Without reproducing any image, print the listing below exactly.

EXTRACTED ENTRIES below:

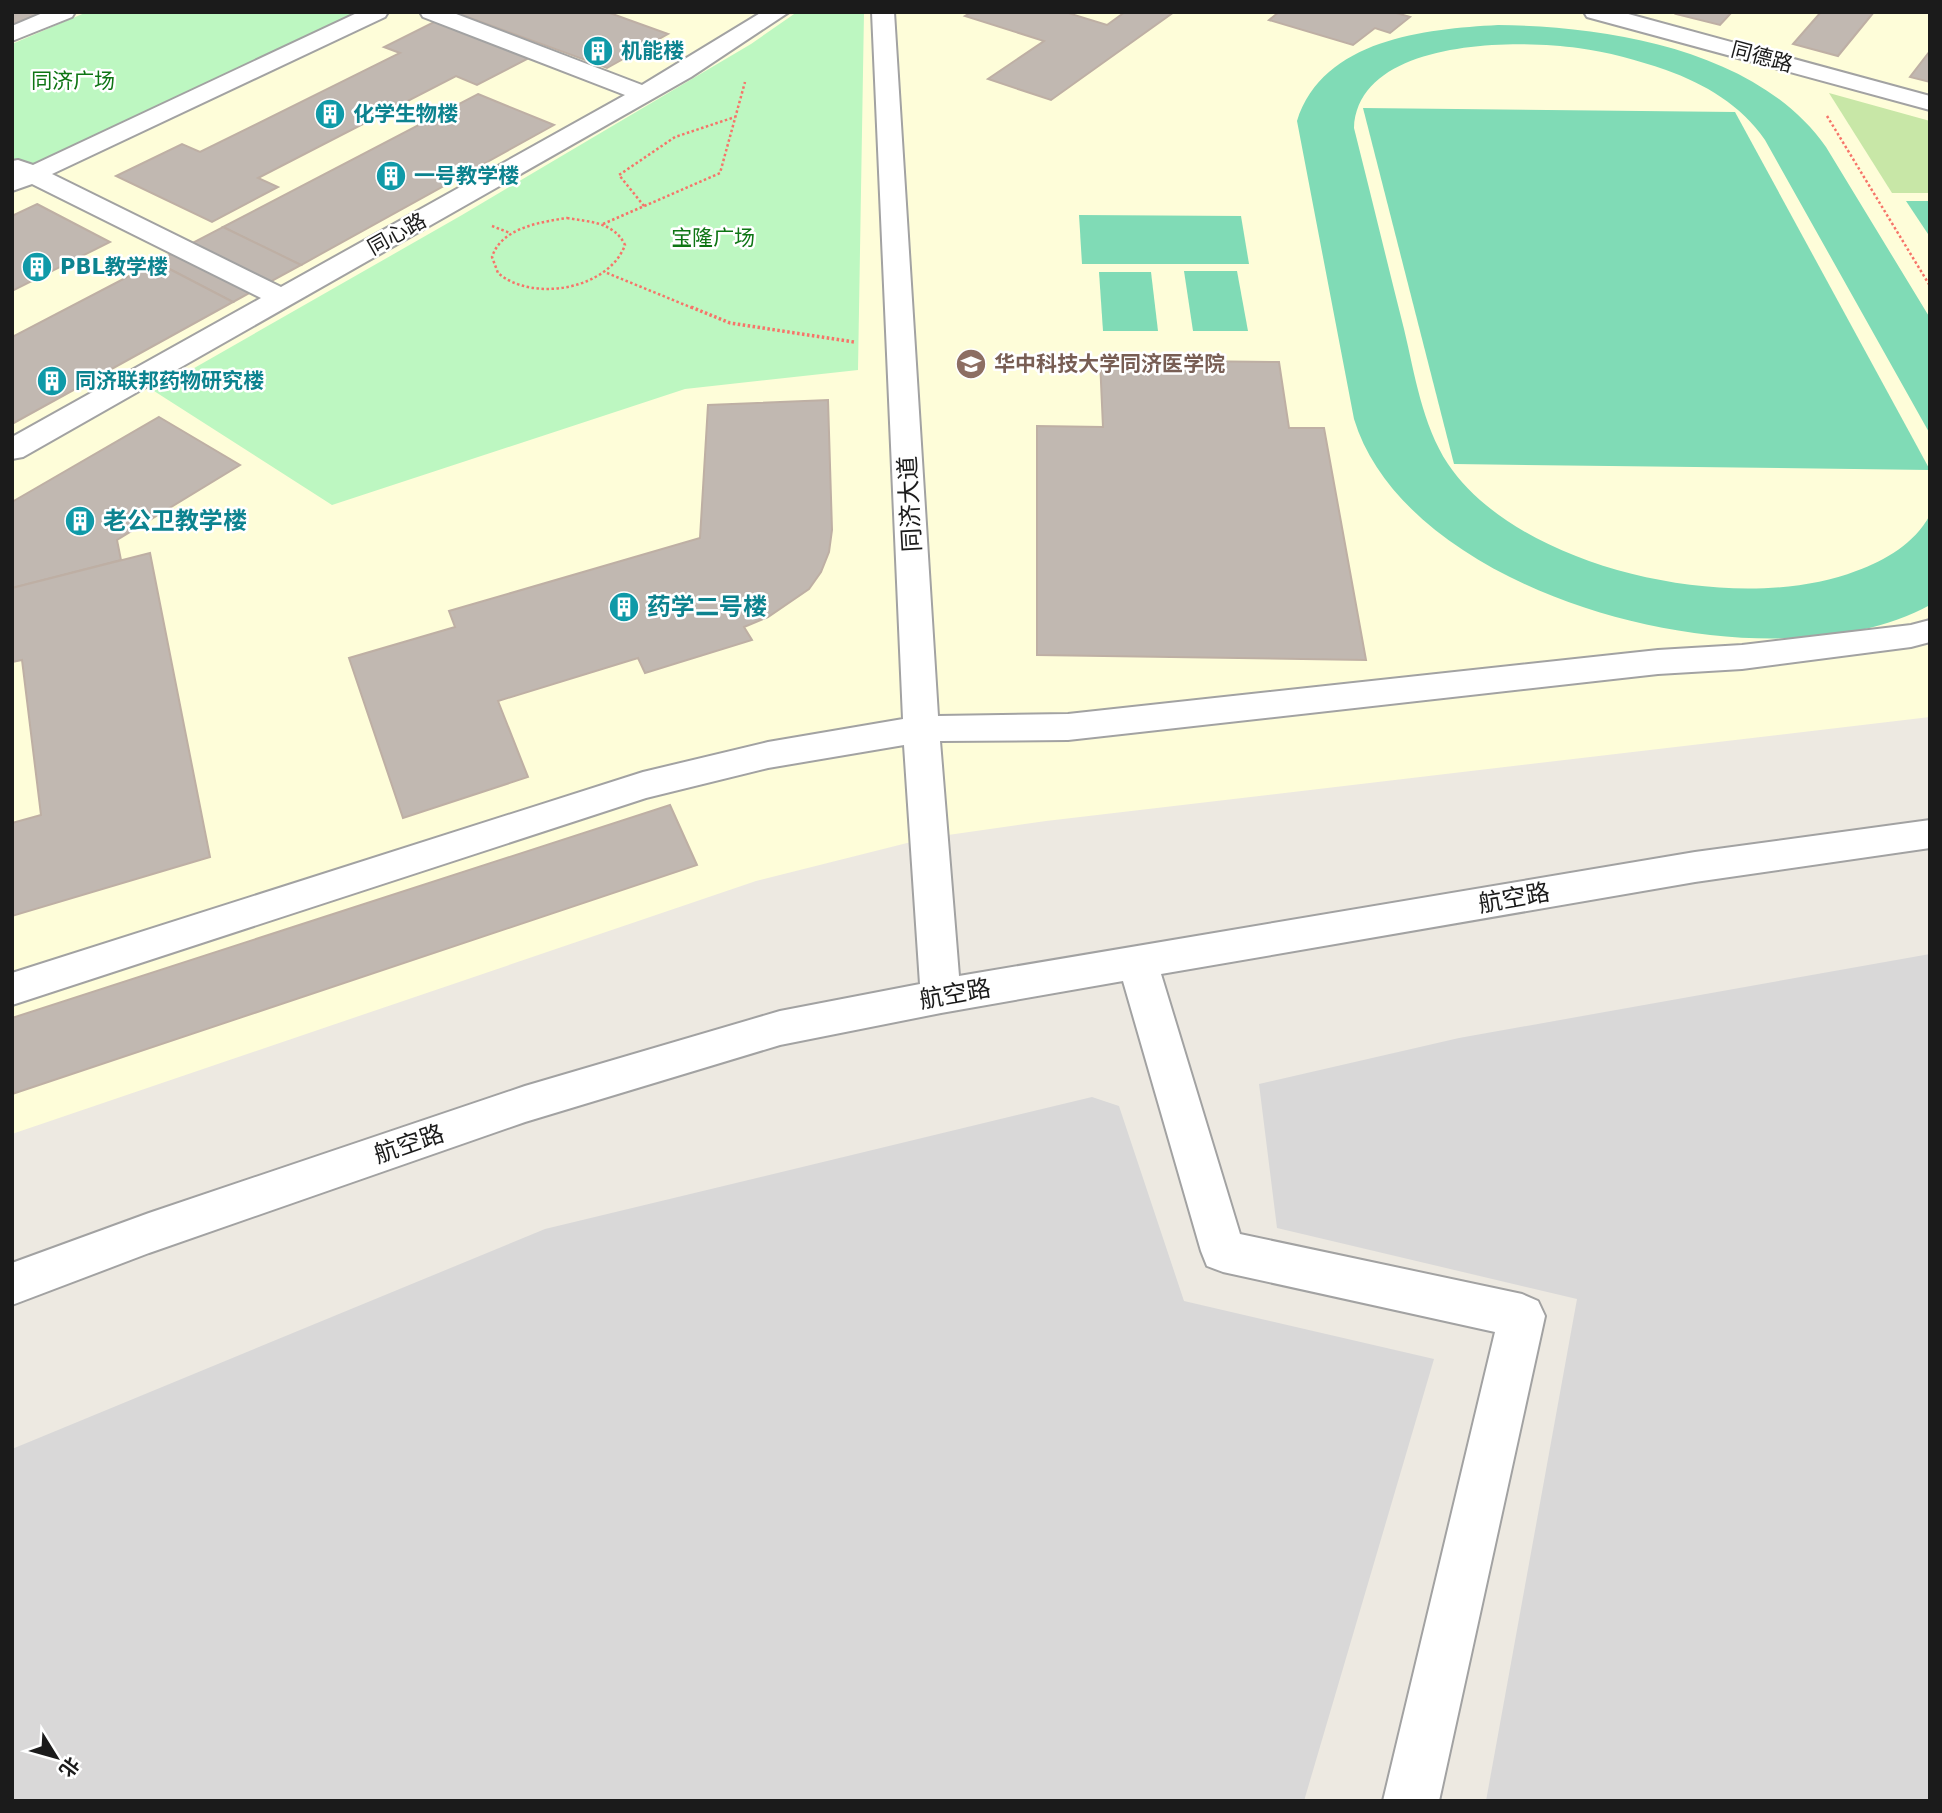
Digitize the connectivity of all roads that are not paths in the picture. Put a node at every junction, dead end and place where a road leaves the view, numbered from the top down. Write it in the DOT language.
graph roads {
  1 [pos="64,12"];
  2 [pos="377,12"];
  3 [pos="431,12"];
  4 [pos="883,12"];
  5 [pos="1595,12"];
  6 [pos="768,19"];
  7 [pos="12,34"];
  8 [pos="644,94"];
  9 [pos="1930,103"];
  10 [pos="19,174"];
  11 [pos="282,298"];
  12 [pos="12,450"];
  13 [pos="1930,631"];
  14 [pos="922,729"];
  15 [pos="1930,834"];
  16 [pos="1138,963"];
  17 [pos="12,989"];
  18 [pos="941,996"];
  19 [pos="12,1284"];
  20 [pos="1411,1801"];
  1 -- 7 [label="street"];
  2 -- 10 [label="street"];
  3 -- 8 [label="street"];
  4 -- 14 [label="street, 同济大道"];
  5 -- 9 [label="street, 同德路"];
  6 -- 8 [label="street, 同心路"];
  8 -- 11 [label="street, 同心路"];
  10 -- 11 [label="street"];
  11 -- 12 [label="street, 同心路"];
  13 -- 14 [label="street"];
  14 -- 17 [label="street"];
  14 -- 18 [label="street, 同济大道"];
  15 -- 16 [label="street, 航空路"];
  16 -- 18 [label="street, 航空路"];
  16 -- 20 [label="street"];
  18 -- 19 [label="street, 航空路"];
}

End of EXTRACTED ENTRIES.

FINISHED TASK
Digitize the connectivity of all roads that are not paths in the picture. Put a node at every junction, dead end and place where a road leaves the view, numbered from the top down. Write it in the DOT language.
graph roads {
  1 [pos="64,12"];
  2 [pos="377,12"];
  3 [pos="431,12"];
  4 [pos="883,12"];
  5 [pos="1595,12"];
  6 [pos="768,19"];
  7 [pos="12,34"];
  8 [pos="644,94"];
  9 [pos="1930,103"];
  10 [pos="19,174"];
  11 [pos="282,298"];
  12 [pos="12,450"];
  13 [pos="1930,631"];
  14 [pos="922,729"];
  15 [pos="1930,834"];
  16 [pos="1138,963"];
  17 [pos="12,989"];
  18 [pos="941,996"];
  19 [pos="12,1284"];
  20 [pos="1411,1801"];
  1 -- 7 [label="street"];
  2 -- 10 [label="street"];
  3 -- 8 [label="street"];
  4 -- 14 [label="street, 同济大道"];
  5 -- 9 [label="street, 同德路"];
  6 -- 8 [label="street, 同心路"];
  8 -- 11 [label="street, 同心路"];
  10 -- 11 [label="street"];
  11 -- 12 [label="street, 同心路"];
  13 -- 14 [label="street"];
  14 -- 17 [label="street"];
  14 -- 18 [label="street, 同济大道"];
  15 -- 16 [label="street, 航空路"];
  16 -- 18 [label="street, 航空路"];
  16 -- 20 [label="street"];
  18 -- 19 [label="street, 航空路"];
}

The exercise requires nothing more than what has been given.